Still, the lack of sound suppression even from the best over-the-ear sets seemed a problem, as my purpose was to use them to not only listen to music but shut out noise on bus & subway. The AKGs would work well, it seemed, and are ideal for iPods and the like. But I wondered if they would really shut out the city noise. Many on-the-go users of the Bose-type noise-cancelling and/or other IEM isolation sets remarked how their air travel or rattling commute on the ground left them so much more relaxed due to the lack of noise tension that apparently we all resist subconsciously and that wears us out without our realization.
So, trying more to match the capabilities of the iPod's battery power with the drive that it takes to push a decent set of 'phones to create sound worth hearing, the needs for small sets that would not be bulky but could hold up to daily use, and that gave the listener --concept of the day: ohms of impedance-- the best sounding re-creation of sound that the iPod system with all its limitations could reproduce, I figured out another solution.
A couple of IEMers had before suffered poor hearing. It sounds contradictory that they would then stick something in their ears. But, the better the fit, they explained, the less the volume needed to hear the music, for the phones are no longer cranked up to drown out the outside sounds. Therefore, the lower volume saves the ears, reduces battery consumption, and prevents fatigue or damage. The sounds diminish much more when the ear itself is sealed rather than a space around the ear, so more details can be heard at a less distorted level.
So, the IEMs emerged as a better alternative for commuting. Small, light (half an ounce!), and the better ones had a variety of sized pads of foam and rubber to mix and match to get the best fit seal for the ear. This is the standard bud problem: one size hurts many ears. I calculated how much the Bose were, and figured I could cut that by half and get very good, if not audiophile, IEM 'phones that far outperformed bigger over-the-ear sets. The reviews, after I had spent a few hours searching about, consistently favored Ultimate Ears. They make on-stage in-ear monitors for musicians and dj's. Until recently, they only made custom-fitted pieces that you needed an audiologist to fit, and these run a thousand bucks. Apparently these plug in to "wetware," your own nervous system, to transmit the sounds and conduct frequencies, so aligned they are with the technology! I can only imagine what that'd be like.
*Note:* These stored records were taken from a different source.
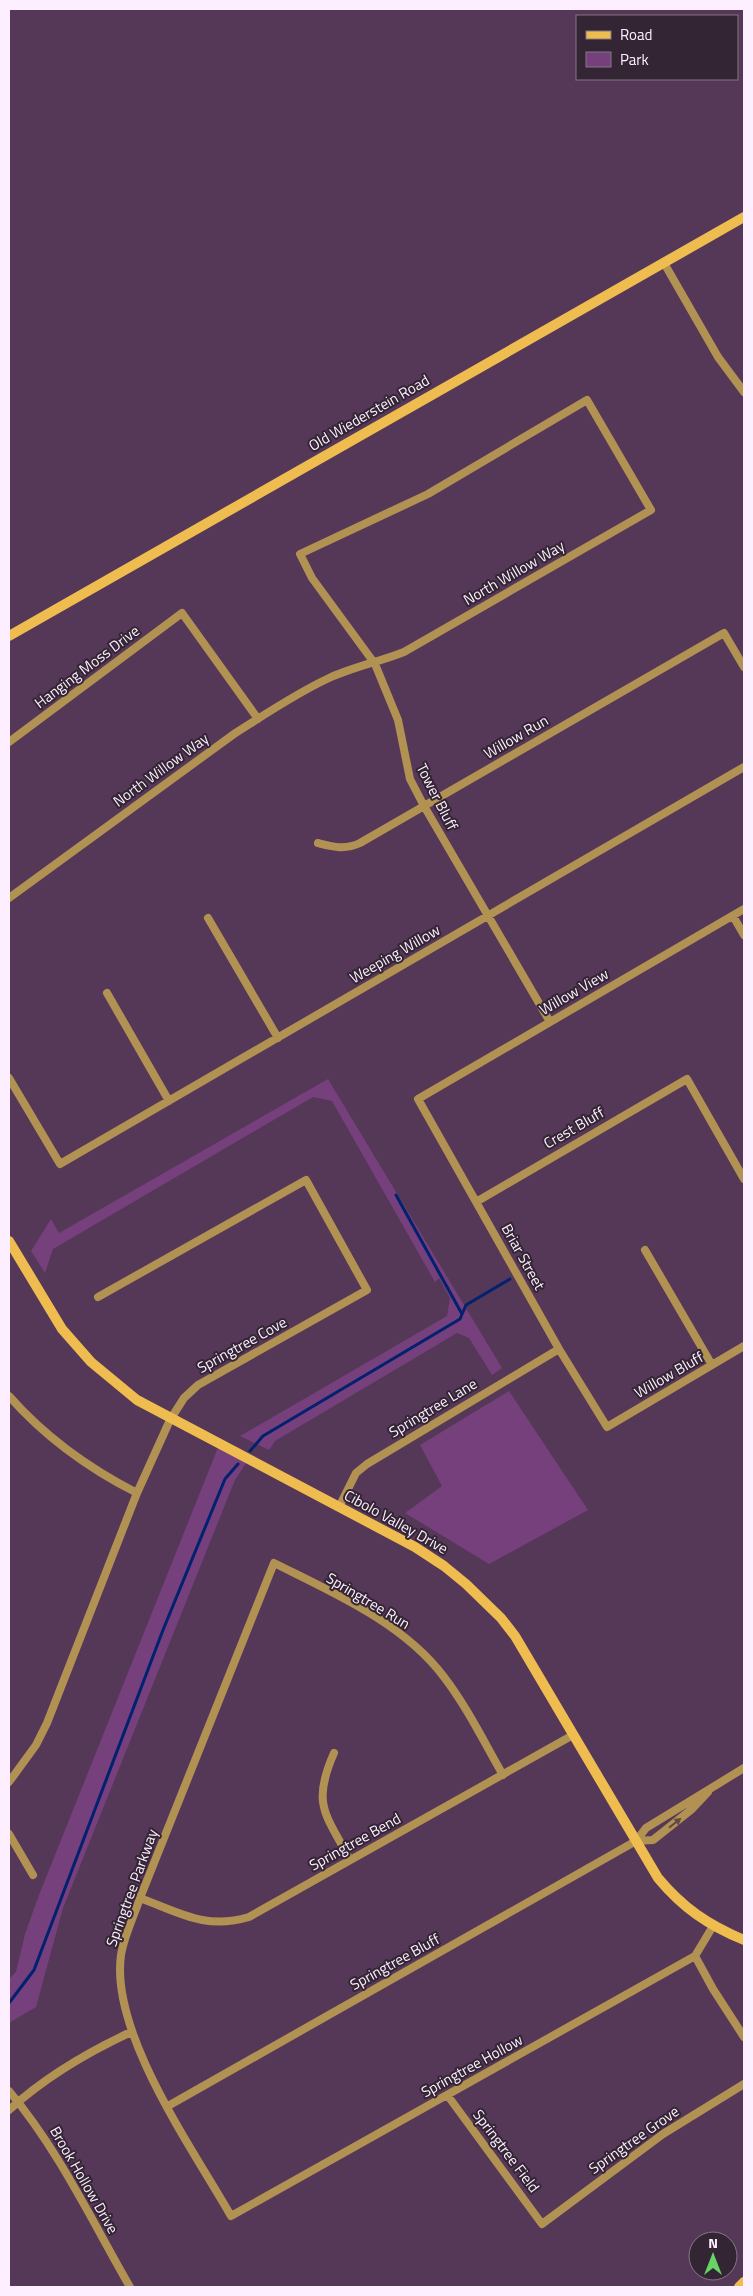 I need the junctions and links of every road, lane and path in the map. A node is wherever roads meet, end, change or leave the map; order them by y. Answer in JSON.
{"nodes":[{"id":1,"x":744,"y":217,"type":"edge"},
{"id":2,"x":664,"y":262,"type":"junction"},
{"id":3,"x":744,"y":392,"type":"edge"},
{"id":4,"x":300,"y":554,"type":"joint"},
{"id":5,"x":9,"y":636,"type":"edge"},
{"id":6,"x":375,"y":664,"type":"junction"},
{"id":7,"x":744,"y":667,"type":"edge"},
{"id":8,"x":258,"y":718,"type":"junction"},
{"id":9,"x":9,"y":742,"type":"edge"},
{"id":10,"x":744,"y":767,"type":"edge"},
{"id":11,"x":424,"y":806,"type":"junction"},
{"id":12,"x":318,"y":843,"type":"dead end"},
{"id":13,"x":9,"y":898,"type":"edge"},
{"id":14,"x":744,"y":909,"type":"edge"},
{"id":15,"x":487,"y":916,"type":"junction"},
{"id":16,"x":733,"y":916,"type":"junction"},
{"id":17,"x":208,"y":918,"type":"dead end"},
{"id":18,"x":744,"y":935,"type":"edge"},
{"id":19,"x":106,"y":993,"type":"dead end"},
{"id":20,"x":550,"y":1022,"type":"junction"},
{"id":21,"x":278,"y":1038,"type":"junction"},
{"id":22,"x":9,"y":1078,"type":"edge"},
{"id":23,"x":418,"y":1099,"type":"joint"},
{"id":24,"x":169,"y":1101,"type":"junction"},
{"id":25,"x":744,"y":1179,"type":"edge"},
{"id":26,"x":476,"y":1202,"type":"junction"},
{"id":27,"x":9,"y":1241,"type":"edge"},
{"id":28,"x":645,"y":1250,"type":"dead end"},
{"id":29,"x":98,"y":1297,"type":"dead end"},
{"id":30,"x":744,"y":1346,"type":"edge"},
{"id":31,"x":559,"y":1349,"type":"junction"},
{"id":32,"x":712,"y":1366,"type":"junction"},
{"id":33,"x":9,"y":1396,"type":"edge"},
{"id":34,"x":170,"y":1420,"type":"junction"},
{"id":35,"x":607,"y":1427,"type":"joint"},
{"id":36,"x":137,"y":1493,"type":"junction"},
{"id":37,"x":339,"y":1507,"type":"junction"},
{"id":38,"x":274,"y":1563,"type":"joint"},
{"id":39,"x":573,"y":1734,"type":"junction"},
{"id":40,"x":334,"y":1753,"type":"dead end"},
{"id":41,"x":744,"y":1768,"type":"edge"},
{"id":42,"x":503,"y":1775,"type":"junction"},
{"id":43,"x":9,"y":1782,"type":"edge"},
{"id":44,"x":708,"y":1792,"type":"junction"},
{"id":45,"x":9,"y":1834,"type":"edge"},
{"id":46,"x":636,"y":1841,"type":"junction"},
{"id":47,"x":350,"y":1860,"type":"junction"},
{"id":48,"x":33,"y":1875,"type":"dead end"},
{"id":49,"x":140,"y":1898,"type":"junction"},
{"id":50,"x":713,"y":1926,"type":"junction"},
{"id":51,"x":744,"y":1940,"type":"edge"},
{"id":52,"x":695,"y":1956,"type":"junction"},
{"id":53,"x":131,"y":2032,"type":"junction"},
{"id":54,"x":744,"y":2037,"type":"edge"},
{"id":55,"x":744,"y":2084,"type":"edge"},
{"id":56,"x":9,"y":2091,"type":"edge"},
{"id":57,"x":448,"y":2096,"type":"junction"},
{"id":58,"x":18,"y":2102,"type":"junction"},
{"id":59,"x":168,"y":2106,"type":"junction"},
{"id":60,"x":9,"y":2110,"type":"edge"},
{"id":61,"x":232,"y":2216,"type":"joint"},
{"id":62,"x":542,"y":2224,"type":"joint"},
{"id":63,"x":744,"y":2282,"type":"edge"},
{"id":64,"x":130,"y":2287,"type":"edge"},
{"id":65,"x":739,"y":2287,"type":"edge"}],
"edges":[{"from":1,"to":2,"type":"main road","name":"Old Wiederstein Road"},
{"from":2,"to":3,"type":"street"},
{"from":2,"to":5,"type":"main road","name":"Old Wiederstein Road"},
{"from":4,"to":6,"type":"street","name":"Tower Bluff"},
{"from":4,"to":6,"type":"street","name":"North Willow Way"},
{"from":6,"to":8,"type":"street","name":"North Willow Way"},
{"from":6,"to":11,"type":"street","name":"Tower Bluff"},
{"from":7,"to":11,"type":"street","name":"Willow Run"},
{"from":8,"to":9,"type":"street","name":"Hanging Moss Drive"},
{"from":8,"to":13,"type":"street","name":"North Willow Way"},
{"from":10,"to":15,"type":"street","name":"Weeping Willow"},
{"from":11,"to":12,"type":"street","name":"Willow Run"},
{"from":11,"to":15,"type":"street","name":"Tower Bluff"},
{"from":14,"to":16,"type":"street","name":"Willow View"},
{"from":15,"to":20,"type":"street","name":"Tower Bluff"},
{"from":15,"to":21,"type":"street","name":"Weeping Willow"},
{"from":16,"to":18,"type":"street"},
{"from":16,"to":20,"type":"street","name":"Willow View"},
{"from":17,"to":21,"type":"street"},
{"from":19,"to":24,"type":"street"},
{"from":20,"to":23,"type":"street","name":"Willow View"},
{"from":21,"to":24,"type":"street","name":"Weeping Willow"},
{"from":22,"to":24,"type":"street","name":"Weeping Willow"},
{"from":23,"to":26,"type":"street","name":"Briar Street"},
{"from":25,"to":26,"type":"street","name":"Crest Bluff"},
{"from":26,"to":31,"type":"street","name":"Briar Street"},
{"from":27,"to":34,"type":"main road","name":"Cibolo Valley Drive"},
{"from":28,"to":32,"type":"street"},
{"from":29,"to":34,"type":"street","name":"Springtree Cove"},
{"from":30,"to":32,"type":"street","name":"Willow Bluff"},
{"from":31,"to":35,"type":"street","name":"Briar Street"},
{"from":31,"to":37,"type":"street","name":"Springtree Lane"},
{"from":32,"to":35,"type":"street","name":"Willow Bluff"},
{"from":33,"to":36,"type":"street"},
{"from":34,"to":36,"type":"street","name":"Springtree Cove"},
{"from":34,"to":37,"type":"main road","name":"Cibolo Valley Drive"},
{"from":36,"to":43,"type":"street","name":"Springtree Cove"},
{"from":37,"to":39,"type":"main road","name":"Cibolo Valley Drive"},
{"from":38,"to":42,"type":"street","name":"Springtree Run"},
{"from":38,"to":49,"type":"street","name":"Springtree Parkway"},
{"from":39,"to":42,"type":"street","name":"Springtree Bend"},
{"from":39,"to":46,"type":"main road","name":"Cibolo Valley Drive"},
{"from":40,"to":47,"type":"street"},
{"from":41,"to":44,"type":"street","name":"Springtree Bluff"},
{"from":42,"to":47,"type":"street","name":"Springtree Bend"},
{"from":44,"to":46,"type":"street","name":"Springtree Bluff"},
{"from":46,"to":44,"type":"street","name":"Springtree Bluff","one_way":true},
{"from":45,"to":48,"type":"street"},
{"from":46,"to":50,"type":"main road","name":"Cibolo Valley Drive"},
{"from":46,"to":59,"type":"street","name":"Springtree Bluff"},
{"from":47,"to":49,"type":"street","name":"Springtree Bend"},
{"from":49,"to":53,"type":"street","name":"Springtree Parkway"},
{"from":50,"to":51,"type":"main road","name":"Cibolo Valley Drive"},
{"from":50,"to":52,"type":"street","name":"Springtree Hollow"},
{"from":52,"to":54,"type":"street"},
{"from":52,"to":57,"type":"street","name":"Springtree Hollow"},
{"from":53,"to":58,"type":"street"},
{"from":53,"to":59,"type":"street","name":"Springtree Parkway"},
{"from":55,"to":62,"type":"street","name":"Springtree Grove"},
{"from":56,"to":58,"type":"street","name":"Brook Hollow Drive"},
{"from":57,"to":61,"type":"street","name":"Springtree Hollow"},
{"from":57,"to":62,"type":"street","name":"Springtree Field"},
{"from":58,"to":60,"type":"street"},
{"from":58,"to":64,"type":"street","name":"Brook Hollow Drive"},
{"from":59,"to":61,"type":"street","name":"Springtree Parkway"},
{"from":63,"to":65,"type":"main road"}]}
UE was also praised for customer service (as is Bose), and it is instructive to note, as these companies should figure out if they read the customers' posts on Amazon and the techie sites, how the slightest nice or mean comment or action will reverberate much more on the net than word-of-mouth could have ever done for the reputation of imperious or accomodating firms. UE has a two-year warranty. Once I had narrowed my search to a few IEM brands, I looked more at UE. Leo might like to know they have booths at the Vans Warped tours.
On the site of a great Montana vendor and maker of headphone amps (another arcane category for audiophiles upgrading their little iPods and the like to sound more like Bang & Olafsons, apparently), I learned more. Headphone.com has a very helpful site Head Room all about what you stick in or around your ears. I was surprised when I had looked up Bose prices on the web (as the ads do not say). Similarly, the IEMs ran hundreds of bucks, from cheap $5 ones to $1000; as with Bose, quality headphones are made by firms that catered initially to the high-end studio and dj crowds and only lately to the unwashed masses.
Still, as the Bose ran $300-350 depending on the model with no discounts anywhere, and since the majority after hours of my research warned that better sets could be found for 60% cheaper, I took heart. The UE brand I found had nearly everyone (28: 29 on one site; 39: 40 on another) saying better things than worse about them, and they were arguably (techies insisting that you get what you pay for and if you pay $$$ for CDs and iPods than get a quality set to hear them on) a bit cheaper than the audiophilish competition (but not at that Everest of a thousand bucks, which has tempted some UE users to work towards as the personalized grail of all IEMs). Two drivers in each ear-set rather than one, sounds that most users who knew of such heights claimed rivalled sets of $500. The reviews kept picking these as the best in the price range for fidelity, and that they were much easier to put in and take out since they did not sit so far inside the canal. They do stick out more; one reviewer compared them to Lt Uhuru of Star Trek's piece, but this means they also can be better aligned by one's fingers. Apparently pressure does expand as in an earplug, but not as dramatically as the suction of noise-cancelling and/or over-the-ear "supra-aural" ones. Since your body transmits more of the sound rather than a source more distant from your ear, the volume lowers while the nuances increase, as the ear has to strain less to hear the sounds that are transmitted into it. Therefore these IEMs isolate musical or vocal sounds in the ear rather than cancel competing ones from trains, planes, dogs, babies, females, and automobiles that are filtered through headphones along with the music. Many users, being male, note as a side benefit that they can no longer hear their mates. Had to mention this.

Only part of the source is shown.